Today’s most popular passenger car in America is the Toyota Camry, the base model of which sells for $22,970 plus an $825 delivery fee – so, in total, $23,795. (I need not here remind readers what is standard equipment in such a car compare to what was standard equipment in a ’57 Chevy.) The typical, non-supervisory worker in America today (October 2015) earns $21.18 per hour – meaning that today’s typical worker in America must work 1,123 hours – or 28 weeks – to earn enough income to buy a new, base-model Toyota Camry. Compared to 1957, two-and-a-half weeks less work is required today of an ordinary American worker to buy a popular new car – a popular new car that is nearly indescribably superior to a ’57 Chevy.
A gallon of milk in 1957 cost, in 1957 dollars, $1.00 – or about a half-hour of work time of the typical American worker. Today a gallon of milk, in 2015 dollars, is about $3.50 – or about 10 minutes of work time of the typical American worker today. A gallon of gasoline in 1957 – lead and all – cost about $0.30 (or 9 minutes of work time for the typical American worker in that long-ago year). I just filled-up my car’s tank with 87-octane, lead-free gasoline and paid (in northern Virginia) $2.09 per gallon – an amount of money that the typical American worker today earns in about 6 minutes.

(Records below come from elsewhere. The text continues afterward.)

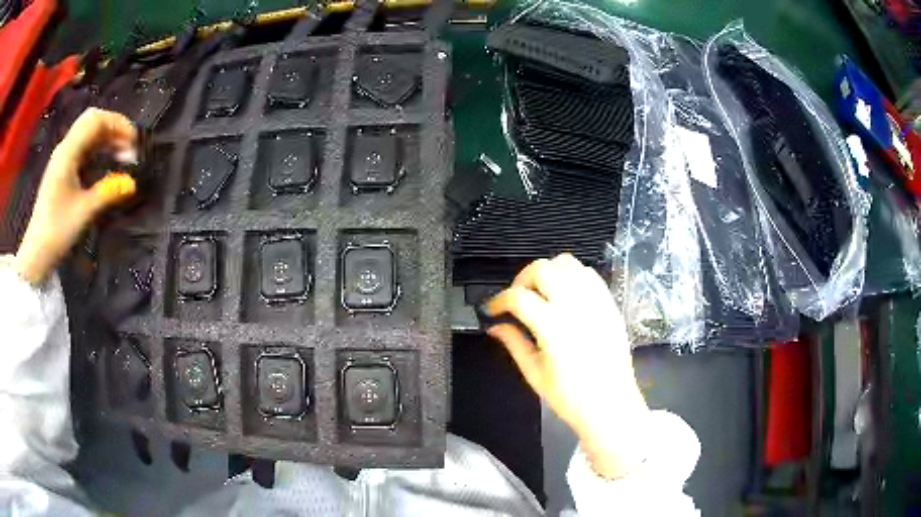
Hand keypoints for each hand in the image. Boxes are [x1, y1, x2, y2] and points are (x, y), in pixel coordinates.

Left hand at [14, 108, 137, 284]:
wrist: (37, 253)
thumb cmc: (57, 231)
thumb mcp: (83, 212)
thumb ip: (108, 192)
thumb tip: (132, 183)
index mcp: (68, 152)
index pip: (96, 120)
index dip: (118, 124)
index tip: (134, 142)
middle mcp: (65, 148)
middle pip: (92, 121)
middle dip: (113, 127)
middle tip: (128, 146)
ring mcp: (62, 159)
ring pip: (88, 134)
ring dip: (106, 138)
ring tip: (121, 155)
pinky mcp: (62, 170)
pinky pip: (83, 148)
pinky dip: (97, 149)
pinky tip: (106, 162)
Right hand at [487, 253, 649, 479]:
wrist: (611, 405)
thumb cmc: (571, 397)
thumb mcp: (535, 374)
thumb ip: (514, 344)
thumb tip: (495, 326)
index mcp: (554, 329)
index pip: (519, 297)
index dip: (499, 300)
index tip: (492, 309)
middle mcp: (576, 308)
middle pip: (543, 269)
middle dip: (522, 279)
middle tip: (516, 298)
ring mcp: (596, 302)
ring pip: (568, 263)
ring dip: (548, 272)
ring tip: (540, 293)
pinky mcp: (609, 304)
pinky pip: (589, 274)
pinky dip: (571, 276)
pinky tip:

Alas, the work-time cost of first-class postage from the U.S. Postal Service is indeed higher today – by about 50 percent! – than it was in 1957. In 1957 the price of a first-class postage stamp was $0.03; today it’s $0.49. So while the typical American worker in 1957 had to work just under one minute to earn enough income to mail a letter or wedding invitation, the typical American worker today must toil close to a minute and a half to earn enough income to mail a first-class letter.
(I got the above 1957 prices here.)
Three years ago I looked in some detail at the offerings and prices in a Sears catalog from 1956 and discovered that the cost of living for the typical American (measured in work time) was much higher then than it is today. See also here, here, here, and here.
Except for when they must purchase government ‘services,’ young couples starting life today have a far easier time of it, overall, than did my parents in 1957.